In a significant supply chain attack, Chinese state-sponsored threat actors compromised the update mechanism of Notepad++, one of the world’s most popular text editors with tens of millions of users worldwide. The campaign persisted for nearly six months—from June 2025 until December 2025—demonstrating the attackers’ persistence and sophistication.
The Attack
The attackers infiltrated a hosting provider that served Notepad++’s update infrastructure, enabling them to intercept and selectively redirect update requests from specific users to malicious servers. Rather than conducting a broad attack, the threat actors demonstrated precise targeting, redirecting only select victims to receive tampered update manifests.
Security researcher Kevin Beaumont reported that at least three organizations were affected by these update hijacks, with attackers conducting hands-on reconnaissance activity following the initial compromise.
Attribution: Lotus Blossom APT
Rapid7 researchers attributed the campaign to Lotus Blossom (also known as Raspberry Typhoon, Bilbug, and Spring Dragon), a Chinese APT group with a history of sophisticated operations. The attackers deployed a previously undocumented custom backdoor that Rapid7 named Chrysalis.

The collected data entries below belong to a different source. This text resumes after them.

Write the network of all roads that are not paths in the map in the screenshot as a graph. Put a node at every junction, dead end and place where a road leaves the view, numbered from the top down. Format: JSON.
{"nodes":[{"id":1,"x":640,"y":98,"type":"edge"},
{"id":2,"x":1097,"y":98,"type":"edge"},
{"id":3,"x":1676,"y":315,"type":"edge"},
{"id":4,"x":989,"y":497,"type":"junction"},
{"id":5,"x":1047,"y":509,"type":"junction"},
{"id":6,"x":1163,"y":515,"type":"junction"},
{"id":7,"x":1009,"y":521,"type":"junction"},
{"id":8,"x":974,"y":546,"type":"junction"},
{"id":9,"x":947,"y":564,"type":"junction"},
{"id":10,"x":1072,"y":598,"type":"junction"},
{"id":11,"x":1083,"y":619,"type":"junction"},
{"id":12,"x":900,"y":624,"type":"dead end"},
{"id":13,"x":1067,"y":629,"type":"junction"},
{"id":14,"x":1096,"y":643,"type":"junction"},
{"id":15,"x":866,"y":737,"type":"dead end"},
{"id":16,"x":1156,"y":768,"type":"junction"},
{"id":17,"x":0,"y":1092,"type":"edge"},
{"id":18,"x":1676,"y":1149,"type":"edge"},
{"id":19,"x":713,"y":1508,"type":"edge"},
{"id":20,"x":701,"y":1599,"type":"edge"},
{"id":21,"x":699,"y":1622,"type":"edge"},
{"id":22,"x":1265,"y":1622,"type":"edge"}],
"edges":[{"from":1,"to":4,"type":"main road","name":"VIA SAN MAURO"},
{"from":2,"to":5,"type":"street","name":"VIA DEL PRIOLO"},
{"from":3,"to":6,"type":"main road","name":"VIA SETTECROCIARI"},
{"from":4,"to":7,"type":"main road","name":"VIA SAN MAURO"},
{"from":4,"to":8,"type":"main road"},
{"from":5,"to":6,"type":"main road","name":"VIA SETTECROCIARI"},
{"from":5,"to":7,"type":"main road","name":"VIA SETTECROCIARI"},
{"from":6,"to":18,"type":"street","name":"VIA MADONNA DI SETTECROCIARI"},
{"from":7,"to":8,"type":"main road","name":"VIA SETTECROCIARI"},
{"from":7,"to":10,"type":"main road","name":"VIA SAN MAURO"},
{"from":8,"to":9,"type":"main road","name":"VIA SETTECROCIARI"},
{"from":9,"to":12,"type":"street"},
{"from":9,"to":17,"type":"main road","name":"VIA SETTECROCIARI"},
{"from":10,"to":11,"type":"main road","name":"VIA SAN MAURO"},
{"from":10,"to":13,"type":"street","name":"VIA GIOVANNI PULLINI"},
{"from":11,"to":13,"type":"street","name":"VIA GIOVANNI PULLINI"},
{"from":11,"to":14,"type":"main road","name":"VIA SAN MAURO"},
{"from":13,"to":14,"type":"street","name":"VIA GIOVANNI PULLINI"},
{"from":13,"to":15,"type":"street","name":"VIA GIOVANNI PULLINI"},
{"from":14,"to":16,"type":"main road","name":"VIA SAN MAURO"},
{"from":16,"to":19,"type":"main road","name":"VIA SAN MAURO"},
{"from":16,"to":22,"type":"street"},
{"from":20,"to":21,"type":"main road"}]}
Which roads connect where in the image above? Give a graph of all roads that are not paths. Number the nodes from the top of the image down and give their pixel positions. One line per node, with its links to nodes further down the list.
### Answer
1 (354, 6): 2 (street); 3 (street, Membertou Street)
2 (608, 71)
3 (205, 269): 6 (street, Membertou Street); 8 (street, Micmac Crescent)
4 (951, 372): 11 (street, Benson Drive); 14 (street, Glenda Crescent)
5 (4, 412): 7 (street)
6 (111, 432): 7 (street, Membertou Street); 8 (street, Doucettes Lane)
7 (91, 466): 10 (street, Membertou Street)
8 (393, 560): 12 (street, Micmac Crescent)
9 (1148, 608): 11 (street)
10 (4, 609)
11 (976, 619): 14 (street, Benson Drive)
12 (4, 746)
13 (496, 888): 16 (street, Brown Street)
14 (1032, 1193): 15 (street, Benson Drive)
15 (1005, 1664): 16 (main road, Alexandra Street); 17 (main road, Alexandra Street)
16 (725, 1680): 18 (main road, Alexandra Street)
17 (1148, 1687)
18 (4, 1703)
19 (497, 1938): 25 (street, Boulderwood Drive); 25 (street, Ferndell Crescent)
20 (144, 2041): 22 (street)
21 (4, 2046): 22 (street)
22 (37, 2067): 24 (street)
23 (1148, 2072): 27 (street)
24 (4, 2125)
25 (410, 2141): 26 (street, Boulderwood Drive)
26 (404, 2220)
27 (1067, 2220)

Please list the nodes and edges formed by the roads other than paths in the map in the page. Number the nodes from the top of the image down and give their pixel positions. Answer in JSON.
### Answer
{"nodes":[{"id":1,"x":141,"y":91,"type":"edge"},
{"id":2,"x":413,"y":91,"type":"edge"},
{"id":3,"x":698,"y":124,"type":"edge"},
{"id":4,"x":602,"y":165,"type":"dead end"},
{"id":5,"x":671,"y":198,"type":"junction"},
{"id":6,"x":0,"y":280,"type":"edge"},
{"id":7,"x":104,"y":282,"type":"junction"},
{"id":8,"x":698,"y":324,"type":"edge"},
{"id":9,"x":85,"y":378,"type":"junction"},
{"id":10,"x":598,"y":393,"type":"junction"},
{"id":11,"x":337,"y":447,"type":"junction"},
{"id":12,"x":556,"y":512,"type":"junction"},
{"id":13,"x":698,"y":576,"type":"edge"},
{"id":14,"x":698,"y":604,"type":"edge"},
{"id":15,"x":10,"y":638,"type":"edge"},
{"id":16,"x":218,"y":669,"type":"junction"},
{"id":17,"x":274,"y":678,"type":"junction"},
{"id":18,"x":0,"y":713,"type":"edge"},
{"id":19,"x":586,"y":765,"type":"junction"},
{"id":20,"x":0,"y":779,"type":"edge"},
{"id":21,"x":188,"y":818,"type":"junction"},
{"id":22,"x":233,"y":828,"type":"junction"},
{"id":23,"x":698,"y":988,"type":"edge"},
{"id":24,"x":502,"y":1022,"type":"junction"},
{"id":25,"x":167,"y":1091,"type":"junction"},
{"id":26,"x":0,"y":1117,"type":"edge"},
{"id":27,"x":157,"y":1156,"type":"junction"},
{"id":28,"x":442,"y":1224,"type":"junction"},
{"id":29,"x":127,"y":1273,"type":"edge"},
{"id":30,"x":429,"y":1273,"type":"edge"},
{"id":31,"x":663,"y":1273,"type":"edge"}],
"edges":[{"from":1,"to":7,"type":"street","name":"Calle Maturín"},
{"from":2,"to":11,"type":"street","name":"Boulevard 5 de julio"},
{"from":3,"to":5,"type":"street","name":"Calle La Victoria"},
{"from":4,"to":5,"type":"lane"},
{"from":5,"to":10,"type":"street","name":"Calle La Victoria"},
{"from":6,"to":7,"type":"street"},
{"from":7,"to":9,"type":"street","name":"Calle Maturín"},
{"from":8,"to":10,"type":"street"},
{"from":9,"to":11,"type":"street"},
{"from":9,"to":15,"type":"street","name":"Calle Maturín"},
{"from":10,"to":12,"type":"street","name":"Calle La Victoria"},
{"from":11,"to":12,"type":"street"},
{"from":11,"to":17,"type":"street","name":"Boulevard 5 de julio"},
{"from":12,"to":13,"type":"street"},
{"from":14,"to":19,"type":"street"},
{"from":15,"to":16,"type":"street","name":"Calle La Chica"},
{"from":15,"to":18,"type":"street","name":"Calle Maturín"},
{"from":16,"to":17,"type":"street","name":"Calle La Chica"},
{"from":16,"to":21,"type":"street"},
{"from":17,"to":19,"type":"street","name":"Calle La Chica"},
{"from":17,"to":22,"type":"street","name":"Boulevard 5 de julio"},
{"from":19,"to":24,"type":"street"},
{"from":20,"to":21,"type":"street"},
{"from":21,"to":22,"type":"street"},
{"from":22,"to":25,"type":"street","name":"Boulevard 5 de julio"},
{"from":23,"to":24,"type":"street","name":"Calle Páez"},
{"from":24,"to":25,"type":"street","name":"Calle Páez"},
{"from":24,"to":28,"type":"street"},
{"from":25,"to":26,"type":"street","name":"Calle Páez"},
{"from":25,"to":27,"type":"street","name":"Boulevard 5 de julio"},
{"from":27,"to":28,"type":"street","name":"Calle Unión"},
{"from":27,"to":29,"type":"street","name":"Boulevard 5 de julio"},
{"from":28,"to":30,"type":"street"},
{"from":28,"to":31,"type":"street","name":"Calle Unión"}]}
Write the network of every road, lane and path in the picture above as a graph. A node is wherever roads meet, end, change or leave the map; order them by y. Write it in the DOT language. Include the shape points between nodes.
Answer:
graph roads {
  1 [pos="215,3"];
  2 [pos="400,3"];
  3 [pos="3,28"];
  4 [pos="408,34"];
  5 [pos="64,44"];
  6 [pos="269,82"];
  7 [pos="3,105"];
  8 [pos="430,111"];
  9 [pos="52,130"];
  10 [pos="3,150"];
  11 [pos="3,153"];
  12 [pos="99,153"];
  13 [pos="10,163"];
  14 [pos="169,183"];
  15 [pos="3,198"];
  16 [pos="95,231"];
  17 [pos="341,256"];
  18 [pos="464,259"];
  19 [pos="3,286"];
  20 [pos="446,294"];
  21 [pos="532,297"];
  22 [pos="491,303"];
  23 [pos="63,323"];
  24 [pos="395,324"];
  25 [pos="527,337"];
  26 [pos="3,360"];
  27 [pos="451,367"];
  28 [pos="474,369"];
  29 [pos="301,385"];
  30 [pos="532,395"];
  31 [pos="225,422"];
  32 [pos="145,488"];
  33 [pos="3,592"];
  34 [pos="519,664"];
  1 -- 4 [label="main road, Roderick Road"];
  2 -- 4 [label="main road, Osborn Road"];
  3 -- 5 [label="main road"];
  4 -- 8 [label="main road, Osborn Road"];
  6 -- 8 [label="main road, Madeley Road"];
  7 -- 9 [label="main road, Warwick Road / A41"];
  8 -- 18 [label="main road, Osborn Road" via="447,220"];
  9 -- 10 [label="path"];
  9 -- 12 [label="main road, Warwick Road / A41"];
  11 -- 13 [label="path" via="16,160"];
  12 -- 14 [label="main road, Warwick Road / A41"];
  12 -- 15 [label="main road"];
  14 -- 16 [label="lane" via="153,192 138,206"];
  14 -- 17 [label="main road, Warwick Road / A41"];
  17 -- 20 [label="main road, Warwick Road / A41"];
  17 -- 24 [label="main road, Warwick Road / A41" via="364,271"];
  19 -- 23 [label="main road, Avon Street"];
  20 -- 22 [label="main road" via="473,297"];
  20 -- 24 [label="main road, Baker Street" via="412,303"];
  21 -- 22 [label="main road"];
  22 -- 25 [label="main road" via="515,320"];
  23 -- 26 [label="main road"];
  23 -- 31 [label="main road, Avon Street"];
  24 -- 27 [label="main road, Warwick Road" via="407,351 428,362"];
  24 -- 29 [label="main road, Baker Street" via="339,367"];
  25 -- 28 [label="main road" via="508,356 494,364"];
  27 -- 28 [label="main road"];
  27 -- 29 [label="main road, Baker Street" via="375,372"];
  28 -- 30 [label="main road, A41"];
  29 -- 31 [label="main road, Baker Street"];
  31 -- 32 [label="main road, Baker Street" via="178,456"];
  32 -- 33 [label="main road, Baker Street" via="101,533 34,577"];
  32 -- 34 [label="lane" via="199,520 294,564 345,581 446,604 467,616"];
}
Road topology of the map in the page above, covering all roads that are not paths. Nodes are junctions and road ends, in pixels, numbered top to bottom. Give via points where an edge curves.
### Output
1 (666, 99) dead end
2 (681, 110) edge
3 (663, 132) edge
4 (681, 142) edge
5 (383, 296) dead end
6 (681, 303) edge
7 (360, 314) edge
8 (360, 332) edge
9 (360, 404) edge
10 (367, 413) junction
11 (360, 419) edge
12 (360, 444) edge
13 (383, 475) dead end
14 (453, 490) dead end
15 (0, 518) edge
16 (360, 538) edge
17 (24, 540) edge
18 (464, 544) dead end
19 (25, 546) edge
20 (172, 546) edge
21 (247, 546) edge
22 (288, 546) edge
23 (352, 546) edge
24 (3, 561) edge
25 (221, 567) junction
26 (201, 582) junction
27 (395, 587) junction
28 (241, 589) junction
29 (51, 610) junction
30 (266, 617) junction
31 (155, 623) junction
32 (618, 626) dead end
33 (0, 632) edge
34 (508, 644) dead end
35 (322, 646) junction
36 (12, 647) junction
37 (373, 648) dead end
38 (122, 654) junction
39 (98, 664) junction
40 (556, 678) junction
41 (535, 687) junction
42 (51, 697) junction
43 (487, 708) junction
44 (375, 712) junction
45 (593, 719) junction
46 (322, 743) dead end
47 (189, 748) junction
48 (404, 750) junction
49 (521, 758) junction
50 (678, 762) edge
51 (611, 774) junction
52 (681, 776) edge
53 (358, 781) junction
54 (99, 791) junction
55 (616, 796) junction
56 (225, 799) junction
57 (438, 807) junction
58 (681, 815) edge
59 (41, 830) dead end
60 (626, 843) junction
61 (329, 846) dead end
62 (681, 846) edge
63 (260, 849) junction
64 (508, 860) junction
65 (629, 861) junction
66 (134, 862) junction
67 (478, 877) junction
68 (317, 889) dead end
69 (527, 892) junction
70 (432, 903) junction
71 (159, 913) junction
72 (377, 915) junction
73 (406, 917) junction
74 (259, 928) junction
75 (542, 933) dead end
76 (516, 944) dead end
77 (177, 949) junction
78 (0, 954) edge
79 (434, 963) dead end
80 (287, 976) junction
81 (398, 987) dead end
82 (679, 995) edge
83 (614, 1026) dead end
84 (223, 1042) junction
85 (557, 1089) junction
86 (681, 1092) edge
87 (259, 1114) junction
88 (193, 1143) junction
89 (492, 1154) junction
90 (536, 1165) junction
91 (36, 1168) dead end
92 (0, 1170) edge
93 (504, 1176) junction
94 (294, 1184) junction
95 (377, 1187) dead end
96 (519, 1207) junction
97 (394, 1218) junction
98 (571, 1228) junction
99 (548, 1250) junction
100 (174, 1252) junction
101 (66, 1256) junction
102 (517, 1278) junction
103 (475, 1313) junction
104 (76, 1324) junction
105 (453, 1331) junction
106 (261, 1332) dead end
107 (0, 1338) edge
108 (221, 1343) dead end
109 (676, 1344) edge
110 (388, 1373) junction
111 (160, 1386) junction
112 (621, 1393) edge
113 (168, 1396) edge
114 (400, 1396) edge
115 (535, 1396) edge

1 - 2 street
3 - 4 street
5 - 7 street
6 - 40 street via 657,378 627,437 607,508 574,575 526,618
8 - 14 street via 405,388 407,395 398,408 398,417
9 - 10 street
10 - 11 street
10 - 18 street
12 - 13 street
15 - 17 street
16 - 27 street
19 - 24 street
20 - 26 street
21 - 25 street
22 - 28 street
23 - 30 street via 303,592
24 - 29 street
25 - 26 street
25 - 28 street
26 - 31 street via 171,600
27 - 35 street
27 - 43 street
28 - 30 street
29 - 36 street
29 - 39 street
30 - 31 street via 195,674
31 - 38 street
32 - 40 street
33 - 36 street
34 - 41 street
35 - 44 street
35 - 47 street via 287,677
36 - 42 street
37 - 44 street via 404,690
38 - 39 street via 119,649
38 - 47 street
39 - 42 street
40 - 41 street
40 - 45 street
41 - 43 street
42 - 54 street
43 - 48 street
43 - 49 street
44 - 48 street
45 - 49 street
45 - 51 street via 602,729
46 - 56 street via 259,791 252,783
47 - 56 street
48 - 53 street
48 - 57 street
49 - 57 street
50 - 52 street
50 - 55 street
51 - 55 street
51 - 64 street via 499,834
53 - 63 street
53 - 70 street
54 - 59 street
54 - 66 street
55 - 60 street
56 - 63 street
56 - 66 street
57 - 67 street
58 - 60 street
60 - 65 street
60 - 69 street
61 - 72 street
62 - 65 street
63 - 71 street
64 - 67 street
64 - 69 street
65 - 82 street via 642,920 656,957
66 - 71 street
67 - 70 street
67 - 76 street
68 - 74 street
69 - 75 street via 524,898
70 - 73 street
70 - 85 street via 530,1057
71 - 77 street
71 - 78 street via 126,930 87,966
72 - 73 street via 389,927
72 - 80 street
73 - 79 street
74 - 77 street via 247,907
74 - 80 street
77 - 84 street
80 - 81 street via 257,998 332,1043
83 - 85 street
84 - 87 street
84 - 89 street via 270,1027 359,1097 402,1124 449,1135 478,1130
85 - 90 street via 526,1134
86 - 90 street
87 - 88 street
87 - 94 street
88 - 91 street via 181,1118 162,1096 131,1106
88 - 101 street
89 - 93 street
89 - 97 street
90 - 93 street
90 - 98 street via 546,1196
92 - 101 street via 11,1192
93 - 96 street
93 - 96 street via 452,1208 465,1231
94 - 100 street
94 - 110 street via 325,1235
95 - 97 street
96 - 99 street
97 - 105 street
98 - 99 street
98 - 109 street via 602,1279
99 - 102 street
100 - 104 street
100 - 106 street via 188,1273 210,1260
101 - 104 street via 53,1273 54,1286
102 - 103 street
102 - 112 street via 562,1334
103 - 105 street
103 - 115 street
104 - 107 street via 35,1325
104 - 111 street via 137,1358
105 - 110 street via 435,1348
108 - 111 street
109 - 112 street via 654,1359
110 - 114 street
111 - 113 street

According to the researchers, Chrysalis is a sophisticated tool with extensive capabilities designed for persistent access on victim systems. The backdoor’s complexity suggests it was purpose-built for long-term espionage operations.
Timeline of Events
- June 2025: Initial compromise of the hosting provider
- Early September 2025: Attackers briefly lost access when the server was updated
- Post-September 2025: Threat actors regained access using stolen credentials that hadn’t been rotated
- December 2, 2025: Breach finally detected and attacker access terminated
- December 2025: Notepad++ version 8.8.9 released with improved update security
Security Improvements
Following the incident, Notepad++ has implemented significant security improvements:
- Migrated to a new hosting provider with stronger security controls
- Rotated all potentially compromised credentials
- WinGUp now verifies installer certificates and signatures
- Update XML is now cryptographically signed
- Version 8.9.2 (expected within a month) will enforce mandatory certificate signature verification
Recommended Actions
Notepad++ users should take the following steps:
- Update to version 8.8.9 or later immediately
- Change credentials for SSH, FTP/SFTP, and MySQL
- Review WordPress admin accounts (if applicable) and reset passwords
- Enable automatic updates where possible
Implications
This attack highlights the growing sophistication of supply chain compromises. By targeting popular developer tools, threat actors can potentially access high-value targets within enterprise environments. The selective targeting observed in this campaign—rather than mass exploitation—indicates a focus on specific organizations of intelligence interest.
Organizations should implement defense-in-depth strategies that include verifying software updates, monitoring for unusual update behavior, and maintaining visibility into developer tool activity across their networks.